Once again, that was quick.

Rejecting charges that the GOP plan to redraw congressional district boundaries discriminates against minorities and punishes Austin, the Texas House just tentatively approved the partisan plan 93-48.

The new map in a revised Senate Bill 4 divides Travis County into five districts, like a plan approved earlier by the Senate.

Travis County is now in two districts.

Several amendments were offered to redrawn the map to add more so-called “opportunity districts” for African-American and Hispanic voters, but all were defeated. Several of those amendments would have put Travis County in two congressional districts.

House Redistricting Committee Chairman Burt Solomons, R-Denton, said the plan is the fairest that could be drawn. While it does not pit any incumbent congressman against each other for reelection, it targets U.S. Rep. Lloyd Doggett, D-Austin, by putting him in a new district that stretches from eastern Travis County to San Antonio.

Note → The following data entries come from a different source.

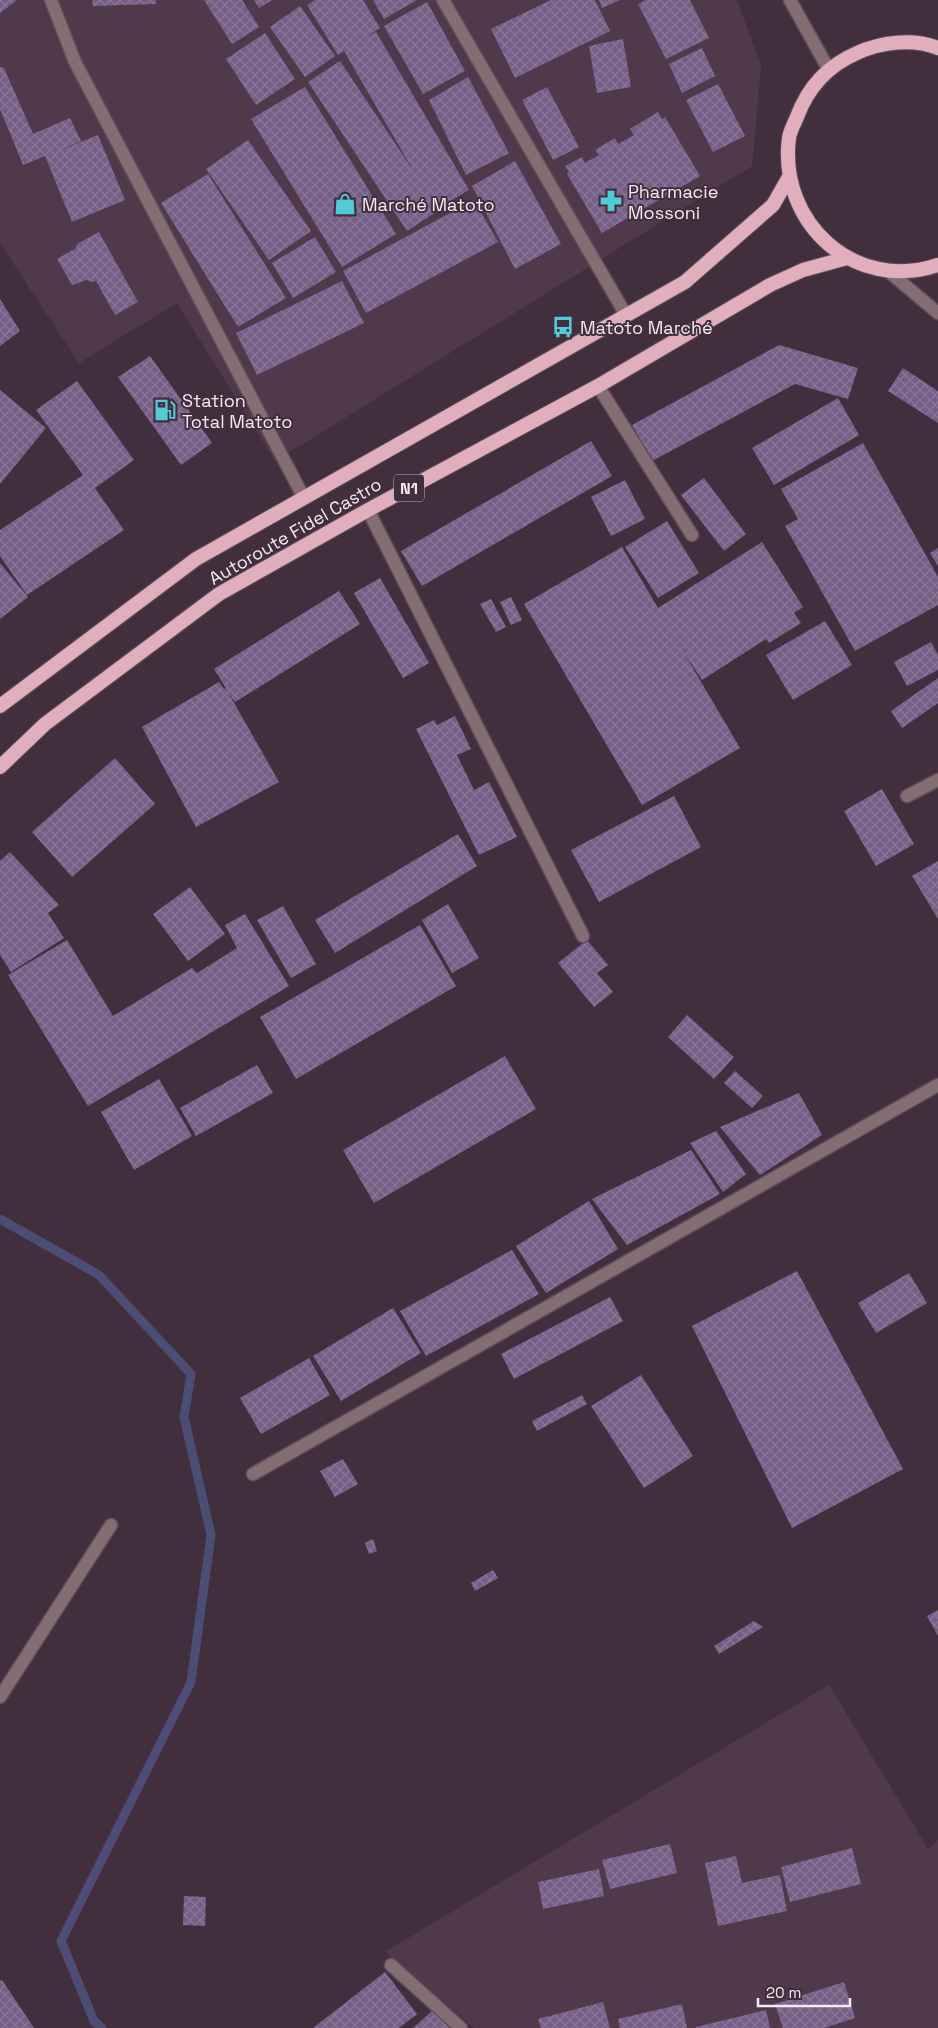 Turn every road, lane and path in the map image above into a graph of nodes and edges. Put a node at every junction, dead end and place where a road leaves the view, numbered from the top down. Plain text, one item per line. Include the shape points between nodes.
1 (51, 0) edge
2 (443, 0) edge
3 (790, 0) edge
4 (938, 48) edge
5 (829, 70) junction
6 (789, 177) junction
7 (847, 258) junction
8 (938, 265) edge
9 (888, 271) junction
10 (938, 312) edge
11 (626, 316) junction
12 (598, 386) junction
13 (304, 498) junction
14 (368, 510) junction
15 (692, 535) dead end
16 (0, 706) edge
17 (0, 767) edge
18 (938, 780) edge
19 (907, 796) dead end
20 (583, 936) dead end
21 (938, 1085) edge
22 (253, 1474) dead end
23 (111, 1525) dead end
24 (0, 1697) edge
25 (391, 1965) dead end
26 (461, 2028) edge

1 - 13 street via 75,62
2 - 11 street
3 - 5 street
4 - 5 highway via 905,42 884,44 864,49
5 - 6 highway via 803,100 789,137
6 - 7 highway via 797,203 811,227
6 - 11 highway, Autoroute Fidel Castro / N1 via 773,205 739,237 685,282
7 - 9 highway
7 - 12 highway, Autoroute Fidel Castro / N1 via 803,270 770,285
8 - 9 highway via 923,270
9 - 10 street
11 - 13 highway, Autoroute Fidel Castro / N1
12 - 14 highway, Autoroute Fidel Castro / N1
12 - 15 street
13 - 16 highway, Autoroute Fidel Castro / N1 via 196,559
14 - 17 highway, Autoroute Fidel Castro / N1 via 219,594 46,724
14 - 20 street
18 - 19 street
21 - 22 street
23 - 24 street
25 - 26 street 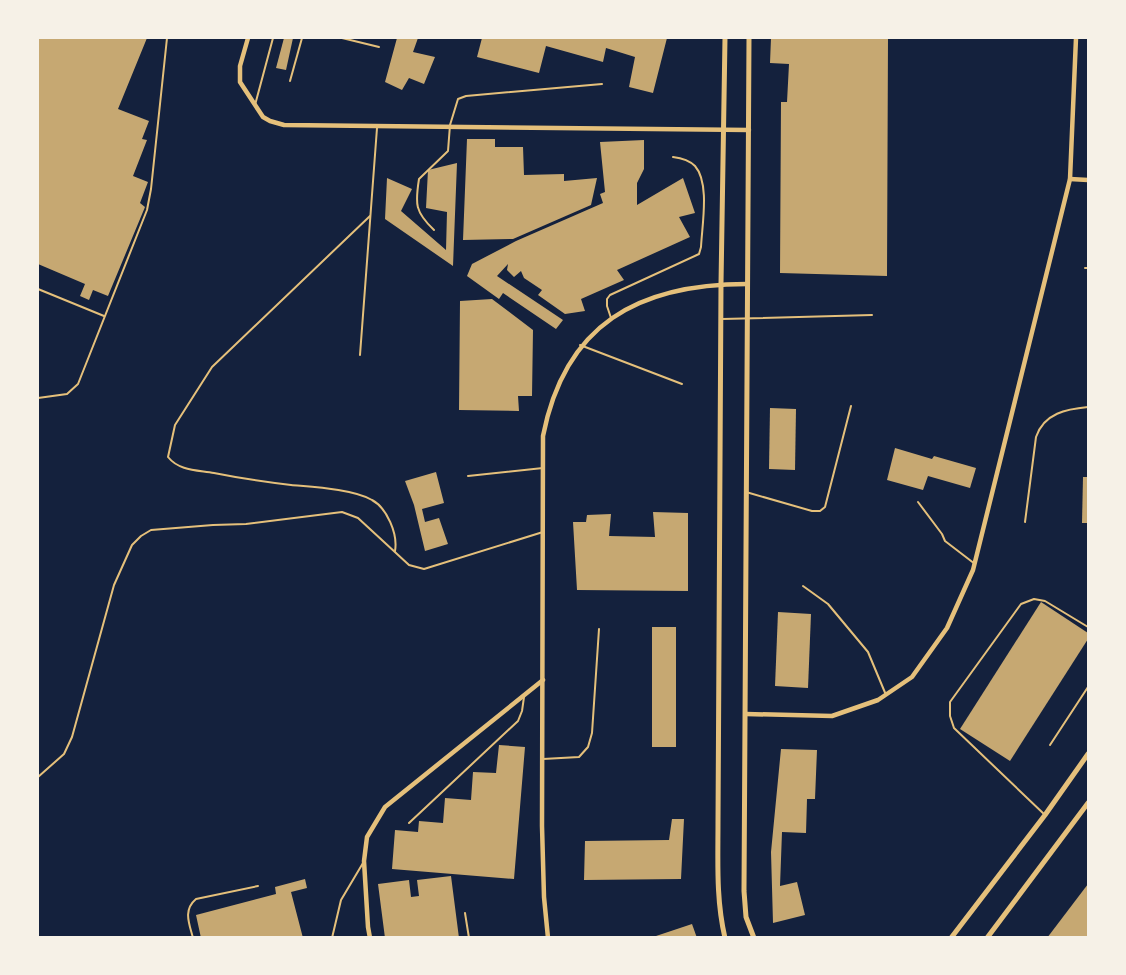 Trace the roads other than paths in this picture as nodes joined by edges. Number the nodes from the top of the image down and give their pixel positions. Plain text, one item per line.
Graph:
1 (167, 38) edge
2 (248, 38) edge
3 (273, 38) edge
4 (302, 38) edge
5 (342, 38) edge
6 (725, 38) edge
7 (749, 38) edge
8 (1076, 38) edge
9 (379, 47) dead end
10 (290, 81) dead end
11 (602, 84) dead end
12 (255, 105) junction
13 (377, 125) junction
14 (450, 125) junction
15 (724, 129) junction
16 (749, 129) junction
17 (673, 157) dead end
18 (1070, 179) junction
19 (1089, 180) edge
20 (370, 216) junction
21 (434, 230) dead end
22 (721, 284) junction
23 (747, 284) junction
24 (38, 289) edge
25 (872, 315) dead end
26 (104, 316) junction
27 (611, 318) junction
28 (746, 318) junction
29 (722, 319) junction
30 (580, 345) junction
31 (360, 354) dead end
32 (682, 384) dead end
33 (38, 398) edge
34 (851, 406) dead end
35 (1089, 407) edge
36 (543, 468) junction
37 (468, 476) dead end
38 (746, 492) junction
39 (918, 502) dead end
40 (1025, 522) dead end
41 (543, 532) junction
42 (395, 551) junction
43 (975, 564) junction
44 (802, 586) dead end
45 (1089, 627) edge
46 (599, 629) dead end
47 (543, 680) junction
48 (1089, 687) edge
49 (524, 695) junction
50 (886, 695) junction
51 (747, 714) junction
52 (1050, 745) dead end
53 (1089, 754) edge
54 (543, 759) junction
55 (38, 777) edge
56 (1089, 803) edge
57 (1046, 815) junction
58 (409, 823) dead end
59 (364, 861) junction
60 (258, 886) dead end
61 (465, 913) dead end
62 (193, 938) edge
63 (332, 938) edge
64 (370, 938) edge
65 (469, 938) edge
66 (549, 938) edge
67 (725, 938) edge
68 (754, 938) edge
69 (951, 938) edge
70 (987, 938) edge

1 - 26 lane
2 - 12 street
3 - 12 lane
4 - 10 lane
5 - 9 lane
6 - 15 street
7 - 16 street
8 - 18 street
11 - 14 lane
12 - 13 street
13 - 14 street
13 - 20 lane
14 - 15 street
14 - 21 lane
15 - 16 street
15 - 22 street
16 - 23 street
17 - 27 lane
18 - 19 street
18 - 43 street
20 - 31 lane
20 - 42 lane
22 - 23 street
22 - 27 street
22 - 29 street
23 - 28 street
24 - 26 lane
25 - 28 lane
26 - 33 lane
27 - 30 street
28 - 29 lane
28 - 38 street
29 - 67 street
30 - 32 lane
30 - 36 street
34 - 38 lane
35 - 40 lane
36 - 37 lane
36 - 41 street
38 - 51 street
39 - 43 lane
41 - 42 lane
41 - 47 street
42 - 55 lane
43 - 50 street
44 - 50 lane
45 - 57 lane
46 - 54 lane
47 - 49 street
47 - 54 street
48 - 52 lane
49 - 58 lane
49 - 59 street
50 - 51 street
51 - 68 street
53 - 57 street
54 - 66 street
56 - 70 street
57 - 69 street
59 - 63 lane
59 - 64 street
60 - 62 lane
61 - 65 lane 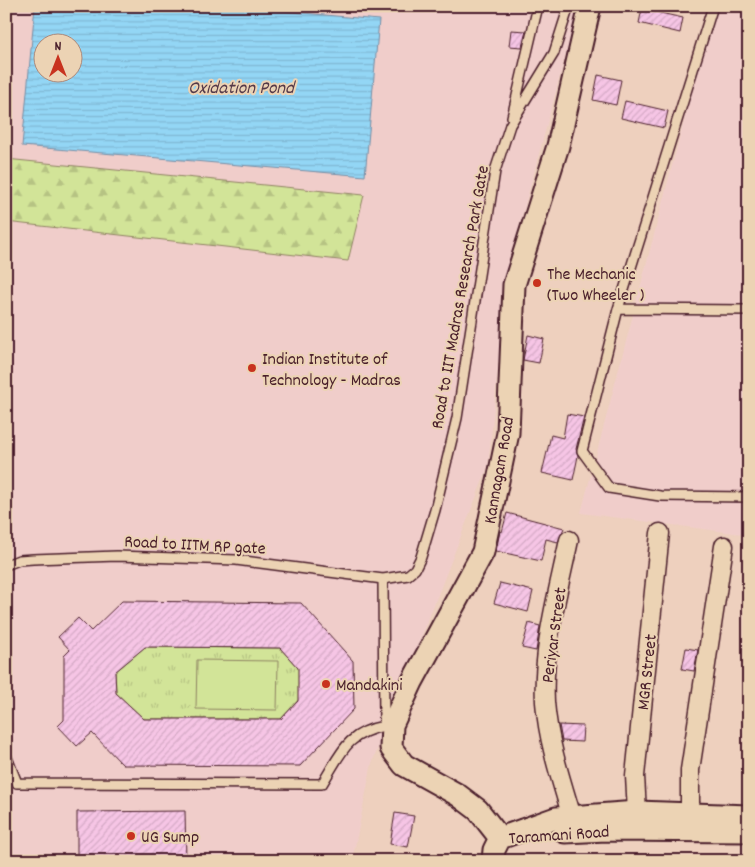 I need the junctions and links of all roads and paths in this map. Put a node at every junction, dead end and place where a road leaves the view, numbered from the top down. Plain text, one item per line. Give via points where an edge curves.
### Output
1 (538, 6) edge
2 (569, 6) edge
3 (590, 6) edge
4 (713, 6) edge
5 (510, 125) junction
6 (618, 309) junction
7 (749, 310) edge
8 (749, 497) edge
9 (660, 532) dead end
10 (569, 540) dead end
11 (724, 546) dead end
12 (6, 565) edge
13 (383, 579) junction
14 (388, 725) junction
15 (6, 756) edge
16 (637, 812) junction
17 (690, 815) junction
18 (749, 816) edge
19 (572, 817) junction
20 (749, 831) edge
21 (500, 838) junction
22 (493, 861) edge

1 - 5 lane
2 - 5 lane, Road to IIT Madras Research Park Gate via 554,54
3 - 14 street, Kannagam Road via 558,146 514,285 508,433 483,552
4 - 6 lane
5 - 13 lane, Road to IIT Madras Research Park Gate via 495,171 457,418 435,510 415,569 408,575
6 - 7 lane
6 - 8 lane via 582,451 609,488 660,496
9 - 16 street, MGR Street via 635,776
10 - 19 street, Periyar Street via 552,620 545,672 545,704
11 - 17 street via 690,770
12 - 13 lane, Road to IITM RP gate via 19,560 117,556 236,560
13 - 14 lane
14 - 15 lane via 366,729 348,742 322,784 17,783
14 - 21 street, Kannagam Road via 391,748 404,765 478,810
16 - 17 street, Taramani Road
16 - 19 street, Taramani Road
17 - 18 street, Taramani Road
19 - 21 street, Taramani Road via 556,818
20 - 21 street, Taramani Road via 606,830
21 - 22 street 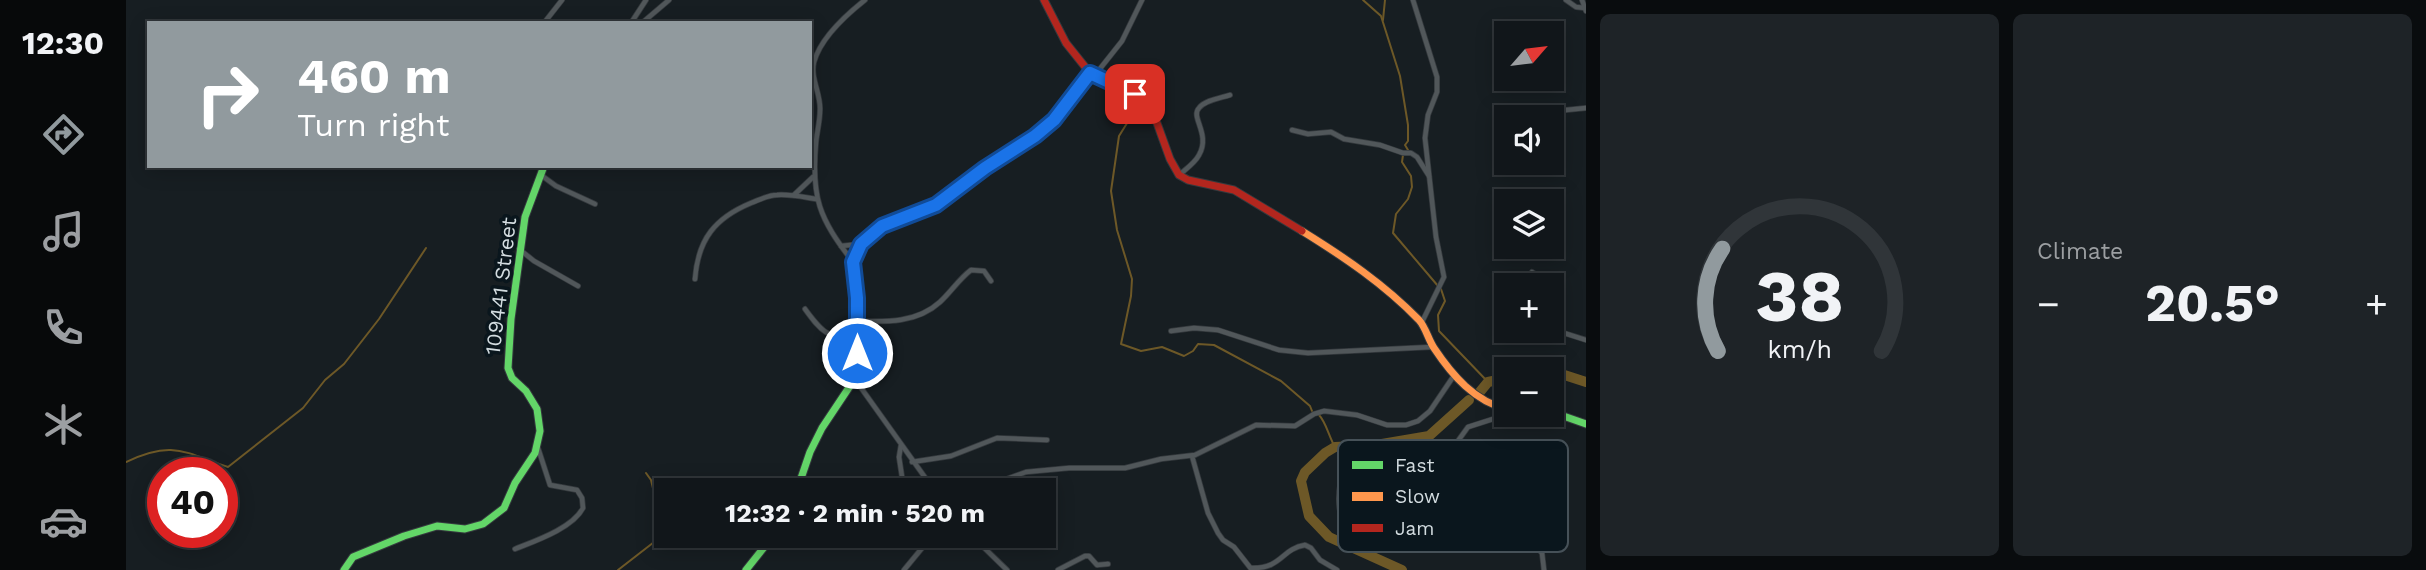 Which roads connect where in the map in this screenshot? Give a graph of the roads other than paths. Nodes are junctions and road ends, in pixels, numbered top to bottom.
1 (562, 0) edge
2 (646, 0) edge
3 (669, 0) edge
4 (865, 0) edge
5 (1044, 0) edge
6 (1142, 0) edge
7 (1413, 0) edge
8 (1566, 0) edge
9 (1582, 0) edge
10 (1586, 9) edge
11 (546, 21) edge
12 (632, 21) edge
13 (644, 21) edge
14 (1093, 74) junction
15 (1230, 95) dead end
16 (1586, 108) edge
17 (1564, 110) edge
18 (1292, 130) dead end
19 (542, 170) edge
20 (1179, 174) junction
21 (814, 176) junction
22 (1431, 179) junction
23 (793, 195) junction
24 (816, 199) junction
25 (594, 204) dead end
26 (861, 244) junction
27 (840, 246) junction
28 (519, 249) junction
29 (853, 262) junction
30 (695, 279) dead end
31 (991, 281) dead end
32 (578, 286) dead end
33 (805, 309) dead end
34 (858, 321) junction
35 (1422, 323) junction
36 (1171, 331) dead end
37 (1564, 333) edge
38 (858, 335) junction
39 (1586, 340) edge
40 (1433, 347) junction
41 (855, 374) junction
42 (1455, 374) junction
43 (1494, 406) edge
44 (1564, 416) edge
45 (1494, 418) edge
46 (1586, 424) edge
47 (1047, 440) dead end
48 (1458, 440) edge
49 (901, 444) junction
50 (537, 447) junction
51 (1192, 456) junction
52 (912, 462) junction
53 (801, 478) edge
54 (902, 478) edge
55 (925, 478) edge
56 (1009, 478) edge
57 (763, 548) edge
58 (922, 548) edge
59 (984, 548) edge
60 (515, 549) dead end
61 (1541, 552) edge
62 (1108, 564) dead end
63 (1252, 569) edge
64 (344, 570) edge
65 (746, 570) edge
66 (904, 570) edge
67 (1007, 570) edge
68 (1058, 570) edge
69 (1337, 570) edge
70 (1544, 570) edge

1 - 11 street
2 - 12 street
3 - 13 street
4 - 21 street
5 - 14 street
6 - 14 street
7 - 22 street
8 - 10 street
9 - 10 street
14 - 20 street
14 - 26 street
15 - 20 street
16 - 17 street
18 - 22 street
19 - 25 street
19 - 28 street, 109441 Street
20 - 35 street
21 - 23 street
21 - 24 street
22 - 35 street
23 - 24 street
23 - 30 street
24 - 27 street
26 - 27 street
26 - 29 street
27 - 29 street
28 - 32 street
28 - 50 street, 109441 Street
29 - 34 street
31 - 34 street
33 - 38 street
34 - 38 street
35 - 40 street
36 - 40 street
37 - 39 street
38 - 41 street
40 - 42 street
41 - 49 street
41 - 53 street
42 - 43 street
42 - 51 street
44 - 46 street
45 - 48 street
47 - 52 street
49 - 52 street
49 - 54 street
50 - 60 street
50 - 64 street
51 - 56 street
51 - 63 street
52 - 55 street
57 - 65 street
58 - 66 street
59 - 67 street
61 - 70 street
62 - 68 street
63 - 69 street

Far as I can tell from Greg’s liveblogging, the map that the House approved was basically unchanged from the committee version, with a couple of minor tweaks; see Trail Blazers and Texas Politics for more on those. Note that Greg quoted a Texas Insider story that had claimed there would be a substitute plan, Plan C161 by Rep. Harvey Hilderbran, so I went and got the 2008 and 2010 electoral data for it in anticipation. In the end, the Hilderbran Plan went nowhere and wound up getting withdrawn, which at least saved me the trouble of grabbing more images from the redistricting viewer site. No complaints there, let me tell you.

CSSB4 now moves to third reading in the House, then back to the Senate for concurment (concurrage? concurrification?) or a conference committee, then off to the Governor (assuming he can make time in his busy not-running-for-Presidential schedule), the Justice Department, and every court this side of your local JP. I will note that the special session was called on June 1, with Congressional redistricting on the call from the beginning. Today is June 14, and the map is basically finalized and will be on its way to the Governor soon. Makes you wonder what the heck took them so long during the regular session, you know?

Finally, speculation about which San Antonio might pol might run against Lloyd Doggett in CD35 seems to be centering on State Rep. Joaquin Castro, twin brother of San Antonio Mayor Julian Castro. The author of that piece misidentifies the district as CD21, but I can tell you that I heard the same speculation about Castro from a fairly plugged-in person yesterday, so I’m inclined to take it seriously. Obviously, nothing is in stone until someone files paperwork, and the inevitable Justice Department review will likely put some of this action on hold for the time being. But you can be sure that there’s a lot happening behind the scenes.

UPDATE: The Trib has more.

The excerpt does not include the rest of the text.